One of the first considerations for any experiment is the objective of the experiment. In Chapter 1 on Basic Principles, we saw how the scientific method is an iterative process, and that hypotheses are formed and tested as part of the overall scientific goal. Once the scientist decides on an objective, he or she carefully considers what design to use for the experiment. We saw earlier that the principles of randomization, replication, and controlling extraneous variables are important in experimental design. Not only does the experiment need to be well-designed, but scientists must also take measurements very carefully (with appropriate instruments, e.g., Fig. 3), and all aspects of the conduct of the experiment must be done as meticulously as possible, to ensure that the experiment can achieve the objectives.
To draw conclusions from the experiment, we need to understand the nature of the data and decide on proper statistical analysis. Data can be continuous, count data, or even form classes (categorical). It is from the nature of the data that we can make probability statements.
Sampling to Characterize a Population
An experiment is usually conducted in order to gain information about a population (Fig. 4). What is a population? It can be many things: all farmers in the United States, the corn produced in Marshall County, Iowa, or the plants in a 20-acre (8-hectare) soybean field. It is important to understand the scope of your population because it defines the population to which your results apply. If, for instance, the samples you collected are from a single 20-acre (8 ha) soybean field, then the only inferences you can make apply to that single field. If, however, you sampled several fields within a watershed, you could extend your inferences to the entire area.
We seek to describe parameters, or characteristics of that population. Ideally, we would like to evaluate every unit within that population, but this is often impractical — i.e., it would be expensive and time-consuming to contact every farmer in the country, and the testing of all of the soil in a field would require the permanent removal of hundreds of tons of topsoil.
We often resort to taking a sample, or set of measurements, from the population. This sample is more likely to accurately represent the population if we randomize our samples — that is, if we take soil samples randomly from different sections of the field, rather than from one section. For example, would a measurement of soil pH represent a whole field if all samples were taken near the edge of a field, next to a limestone road?
Randomization
Therefore, we often resort to taking a sample, or set of measurements, from the population. This sample is more likely to accurately represent the population if we randomize our samples — that is, if we take soil samples randomly from different sections of the field, rather than from one section. For example, would a measurement of soil pH represent a whole field if all samples were taken near the edge of a field, next to a limestone road?

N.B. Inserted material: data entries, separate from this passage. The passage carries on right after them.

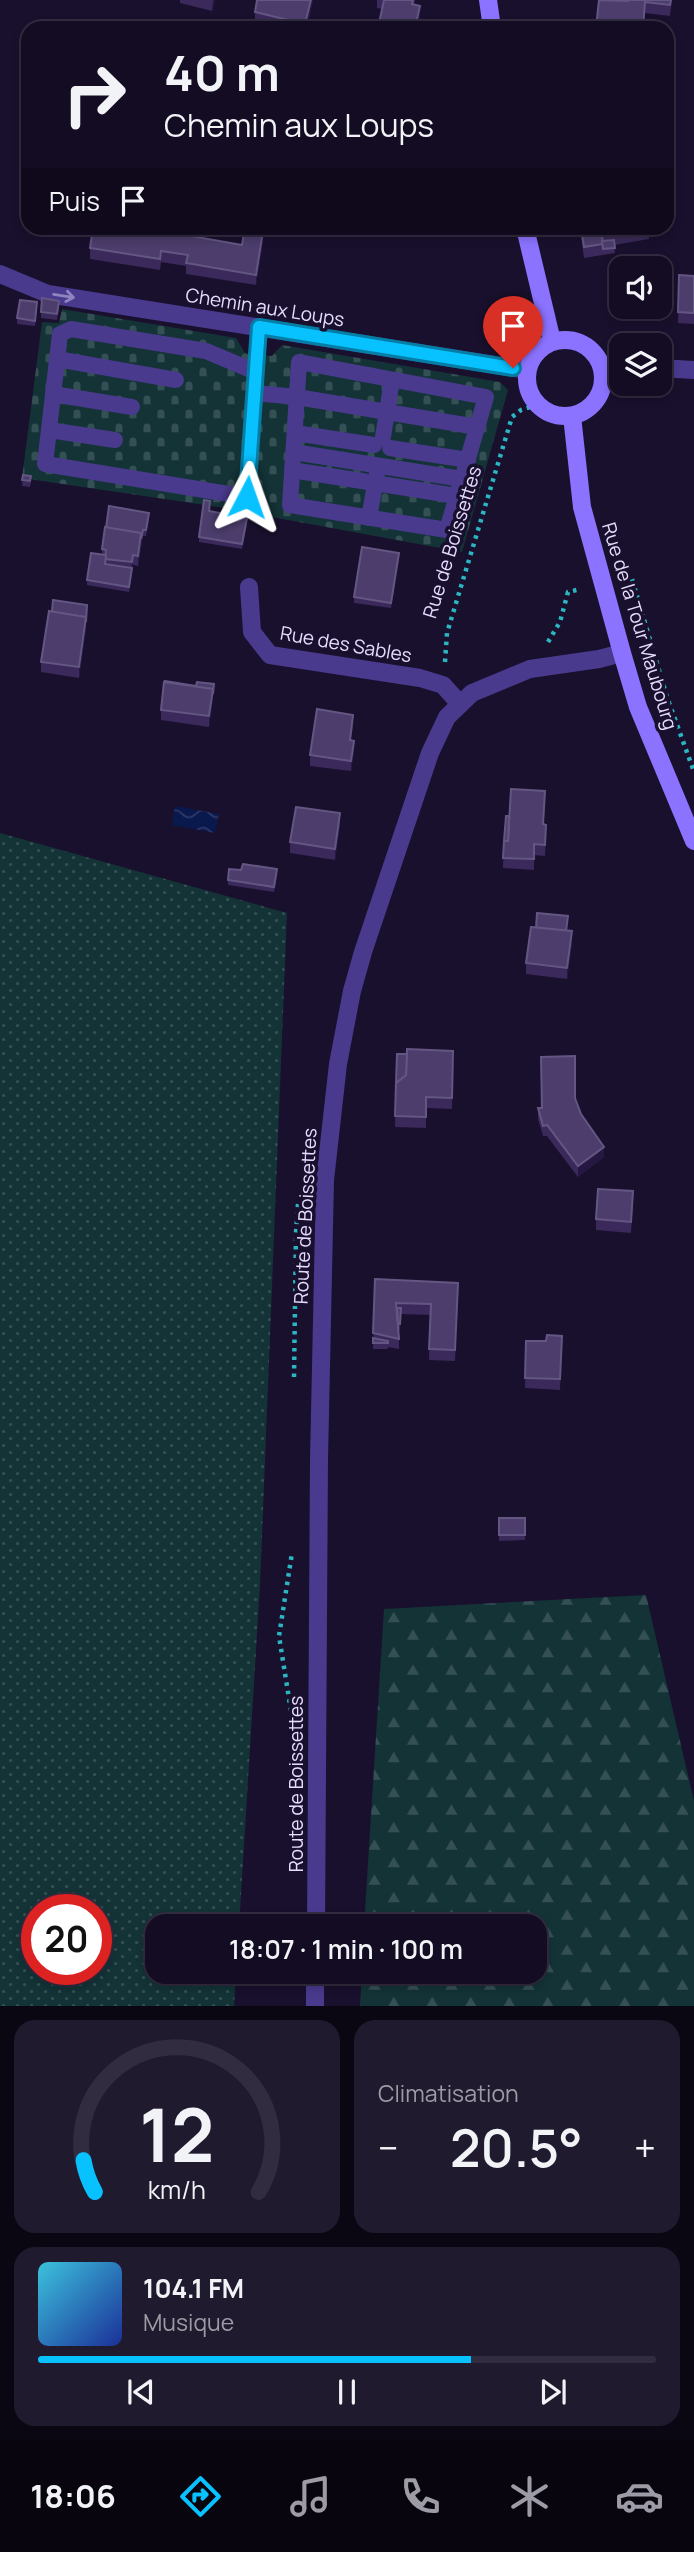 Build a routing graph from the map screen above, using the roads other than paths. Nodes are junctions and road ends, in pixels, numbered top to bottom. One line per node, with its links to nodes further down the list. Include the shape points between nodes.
1 (488, 0): 2 (main road)
2 (491, 21)
3 (527, 235): 6 (main road)
4 (0, 274): 5 (street, Chemin aux Loups, one-way to 5, via 48,294)
5 (259, 327): 11 (street, Chemin aux Loups); 13 (lane)
6 (552, 341): 8 (main road, via 573,340 585,345); 11 (main road, via 539,349)
7 (57, 359): 13 (lane, via 60,334 71,329 206,351); 14 (lane); 17 (lane)
8 (602, 365): 9 (street); 21 (main road, via 604,379 594,404)
9 (609, 365)
10 (672, 369): 12 (street)
11 (527, 370): 21 (main road, via 529,394 537,405 559,417)
12 (694, 370)
13 (256, 372): 16 (lane)
14 (176, 380)
15 (392, 380): 18 (lane, via 299,362); 20 (lane); 22 (lane, via 486,397)
16 (255, 393): 18 (lane); 23 (lane, via 247,497 45,464)
17 (53, 394): 19 (lane); 23 (lane)
18 (297, 397): 20 (lane); 24 (lane)
19 (131, 407)
20 (387, 412): 22 (lane); 26 (lane)
21 (572, 416): 35 (main road, Rue de la Tour Maubourg, via 582,507)
22 (477, 427): 28 (lane)
23 (49, 430): 25 (lane)
24 (295, 433): 26 (lane); 27 (lane)
25 (116, 440)
26 (381, 450): 27 (lane); 28 (lane); 30 (lane); 31 (lane)
27 (294, 452): 29 (lane)
28 (468, 460): 30 (lane)
29 (292, 470): 31 (lane); 33 (lane, via 290,505)
30 (462, 479): 32 (lane)
31 (375, 483): 32 (lane); 33 (lane)
32 (457, 496): 33 (lane, via 447,530)
33 (369, 518)
34 (249, 587): 36 (street, Rue des Sables, via 252,632 270,655 420,678 443,685)
35 (622, 653): 36 (street, Route de Boissettes, via 530,668); 37 (main road, Rue de la Tour Maubourg, via 638,707)
36 (459, 703): 38 (street, Route de Boissettes, via 435,741 363,952 342,1037 330,1125 319,1447)
37 (694, 841)
38 (316, 1914)
39 (316, 1984): 40 (street)
40 (315, 2006) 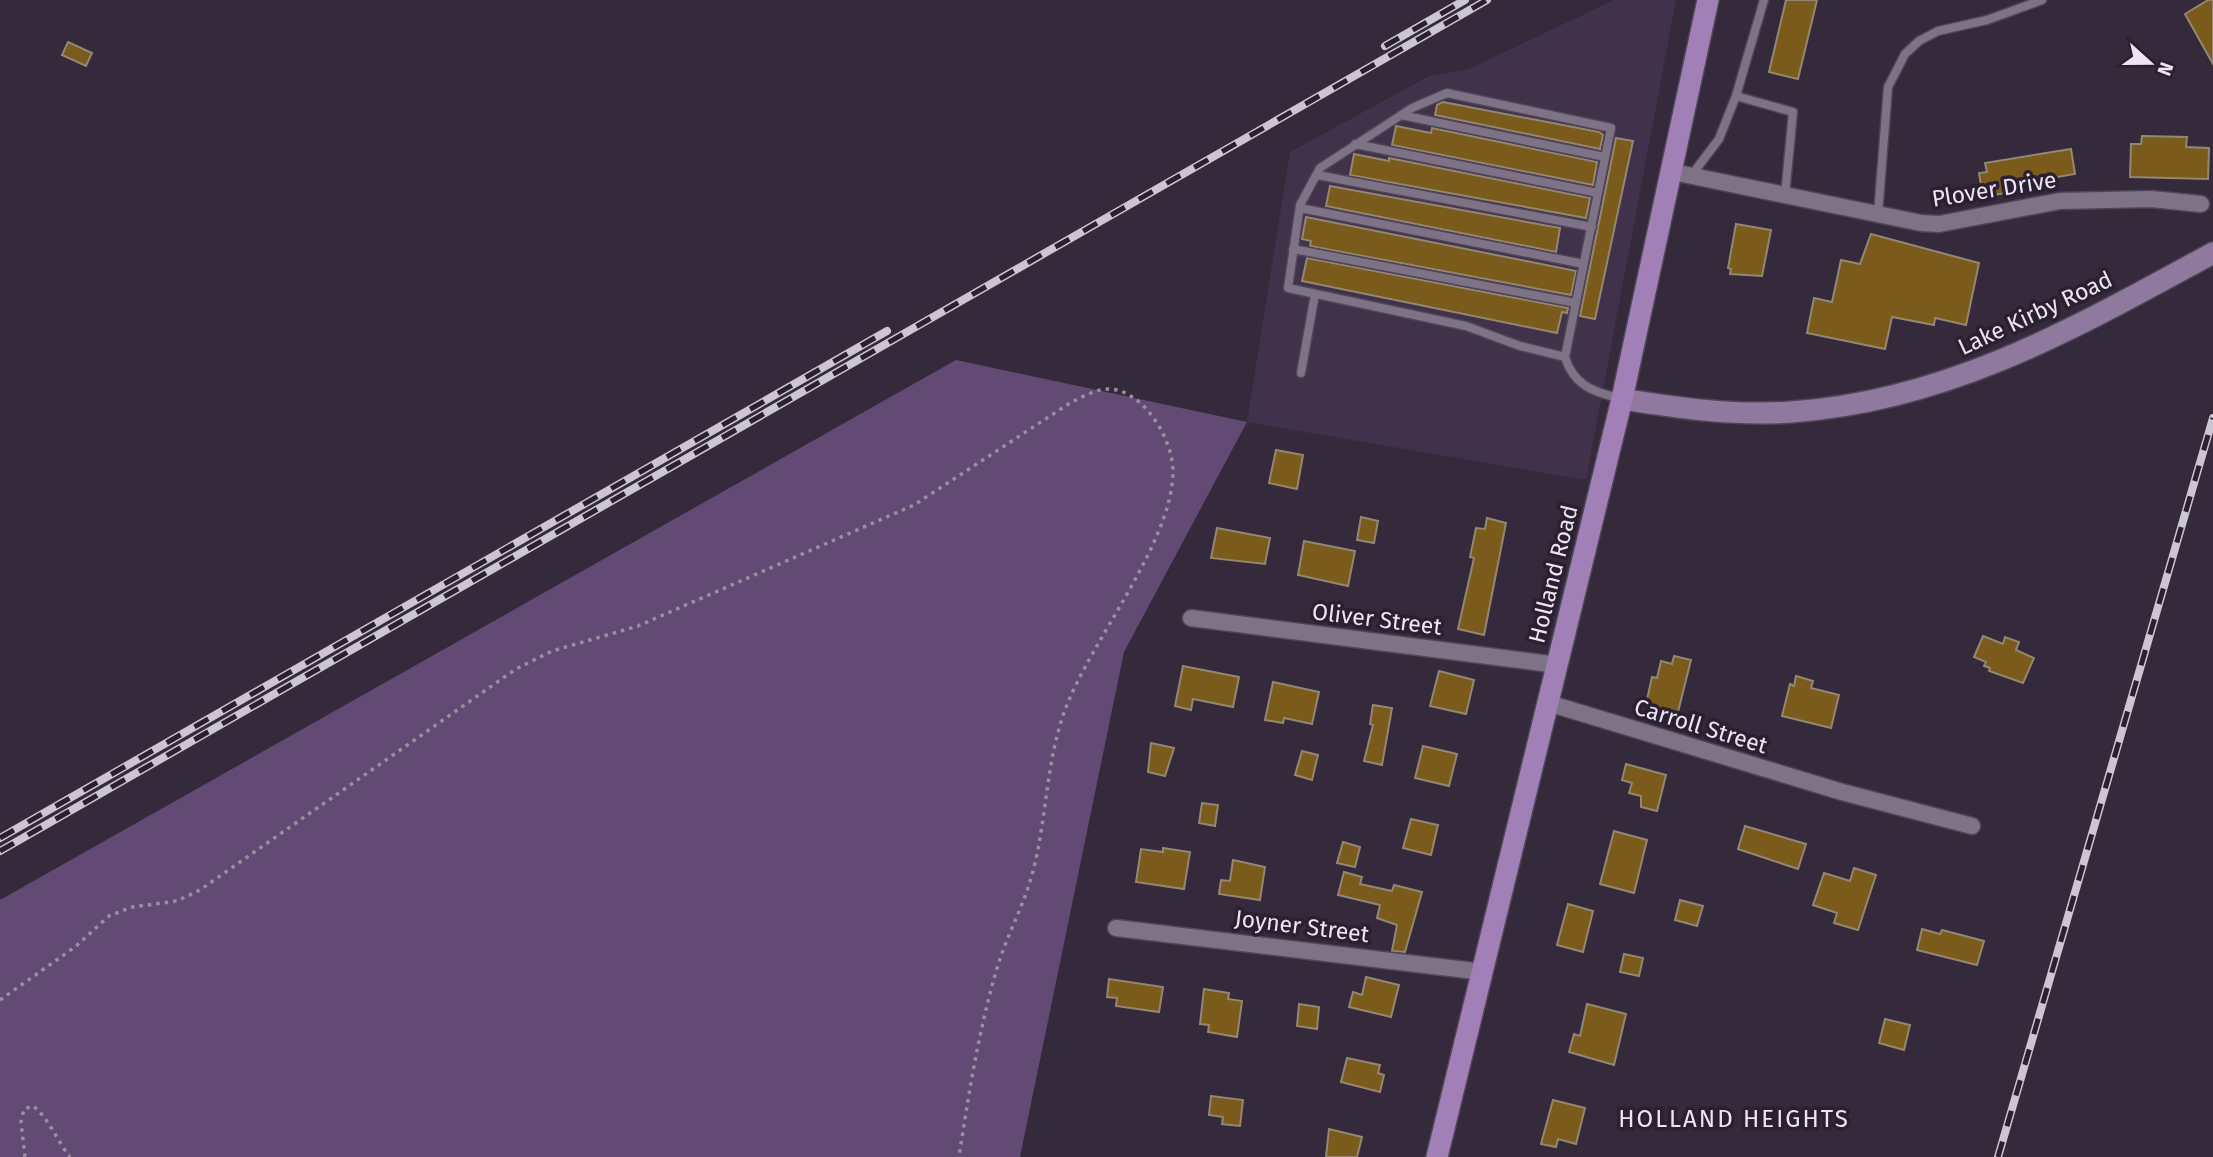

Even careful selection of sampling sites and using proper and careful procedures in taking the sample can produce values which do not represent the whole population (Fig. 5). In the late spring of 1998 (a relatively wet spring in Central Iowa) a soil sample was taken from the Iowa State University Agronomy Farm to measure the soil moisture content. The 5 ft (1.5 m) soil core suggested that only 3 in. (7.6 cm) of water was available in the profile. This was judged as far too low; the site field capacity was around 10 in. (25.4 cm). Sampling at another point in the field indicated 8 in (20 cm) of water in the profile. Apparently, the sampler hit a core of sand which drained very quickly and produced non-representative results despite careful sampling methods. This is why replication and critical review of the data is necessary.
Many issues become apparent when trying to assess the parameters of a population by sampling. In this hypothetical example, you will assess the mean and variability of potassium in a field.
The field in this example is the 480-acre (194 ha) field illustrated in Fig. 6. In the figure, color variation depicts variation in potassium levels measured in parts per million (ppm), with red representing 450 ppm, yellow as 300 ppm, and green as 150 ppm. The figure illustrates that potassium levels vary depending on soil properties.
However, in the illustration below (Fig. 7), we can see that different areas of the field vary much more widely than implied in Fig. 6. Even within the broader pattern of major soil variants, here, the darker shades indicate higher levels of potassium, and lighter shades indicate lower ones.
Pick a set of three separate squares (locations) in the field to sample from (Fig. 7). Select sets of locations to calculate an average potassium value for the field. For example, a set with 300, 150, and 450 would result in a mean of 300.
What does this suggest about how to design a sampling scheme to best represent the “population” mean value for the field? What happens when you increase the number of samples or vary their location? Would it be better to be random in your sampling scheme or systematic?
If you do this computation several times, between sets, you will notice that variation in the calculated average value occurs depending on where the samples are drawn.
Discussion
Where did you sample? How many samples did you need to understand the variability? What other issues are involved in sampling?
Accurate Samples
Our sampling example illustrates that it can be hard to get a sample to accurately reflect the population (Fig. 8).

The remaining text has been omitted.